2) The kind of thing that might be modularized if XYZ conditions are met

Realistically, this is going to be the majority of packages in Fedora, I think. (Working under the assumption that we manage a heavy focus on packager experience improvements). We need to figure out where the lines are for software to move from the traditional approach into a modular approach, and in such a way that it doesn't break those who aren't ready to do it yet.

It is worth noting that once we land the work we are doing for getting modular default stream content into the non-modular buildroots (for both mock and Koji builds), a lot of these problems become much easier. For most purposes, there will be no difference within a release as to whether their dependency was provided by a non-modular package or a modular package in a default stream.

So, the hard part now is setting these rules. Timing matters as well: if rules are set today, without the modular-buildroot changes, then I think the answer can be drawn pretty simply: Until we revise this policy, do not move a package from the non-modular set to a default module stream if you (or the appropriate SIG) are not the owners of every package known to depend on it and are moving them all to one or more module streams at the same time. It is permissible to create a new, non-default module stream for alternate versions of any package, but if your package has known non-modular dependencies, it must remain in the non-modular repo for now.

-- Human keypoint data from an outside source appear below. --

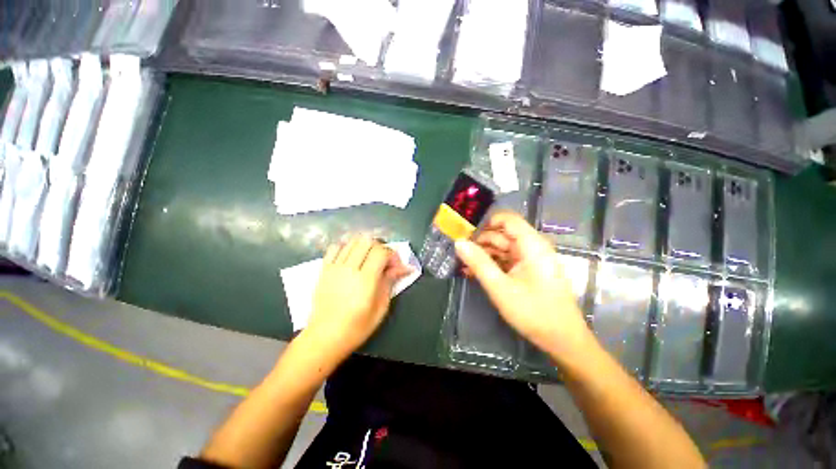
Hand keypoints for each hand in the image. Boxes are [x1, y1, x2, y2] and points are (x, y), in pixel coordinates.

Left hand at [303, 235, 411, 361]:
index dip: (393, 255)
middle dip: (381, 248)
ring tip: (369, 258)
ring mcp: (334, 267)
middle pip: (368, 241)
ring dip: (365, 245)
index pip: (381, 252)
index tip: (397, 267)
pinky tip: (351, 257)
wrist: (325, 336)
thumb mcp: (381, 308)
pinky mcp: (324, 269)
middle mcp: (349, 268)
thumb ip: (390, 282)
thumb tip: (403, 268)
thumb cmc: (356, 327)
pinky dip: (347, 247)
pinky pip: (336, 247)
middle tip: (384, 262)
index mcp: (365, 280)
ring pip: (353, 241)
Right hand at [455, 213, 594, 361]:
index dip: (485, 222)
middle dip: (479, 241)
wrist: (562, 341)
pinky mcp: (526, 271)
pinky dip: (489, 265)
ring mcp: (529, 260)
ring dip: (481, 255)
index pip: (507, 219)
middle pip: (501, 234)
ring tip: (460, 262)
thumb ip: (479, 263)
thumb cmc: (534, 312)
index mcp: (531, 245)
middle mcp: (531, 248)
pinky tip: (471, 272)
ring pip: (501, 249)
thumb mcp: (500, 287)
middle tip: (457, 249)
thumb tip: (459, 243)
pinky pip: (504, 262)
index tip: (464, 230)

Once we fix the buildroot issue, it should be safe to more or less open the floodgates. As long as mock/koji/dnf can properly resolve the buildrequires from things that are either part of the non-modular set or contained in a default module stream, it should be fine for most packagers. Edge-cases will likely crop up (it's possible for default module streams to conflict with one another), but those are hard to predict and should be managed on an individual basis.

3) The kind of thing that is supposed to stay in Fedora non-modular forever

This will probably be the smallest group, ultimately. This should be an identified set of packages whose API is so fundamental that it is essentially the definition of what constitutes a "Fedora Release". I think this is going to be a very minimal set of things (probably not too dissimilar to the content of a container base image plus the kernel and boot stack).

On Thu, 2019-04-04 at 05:47 +0000, Igor Gnatenko wrote:

Is #2 different for Rust than it is for other languages in Fedora?
=20
No. Java and Go are the same.

What about languages like Python or C/C++ or others? Is this problem
unique to Rust, Java, and Go for some reason?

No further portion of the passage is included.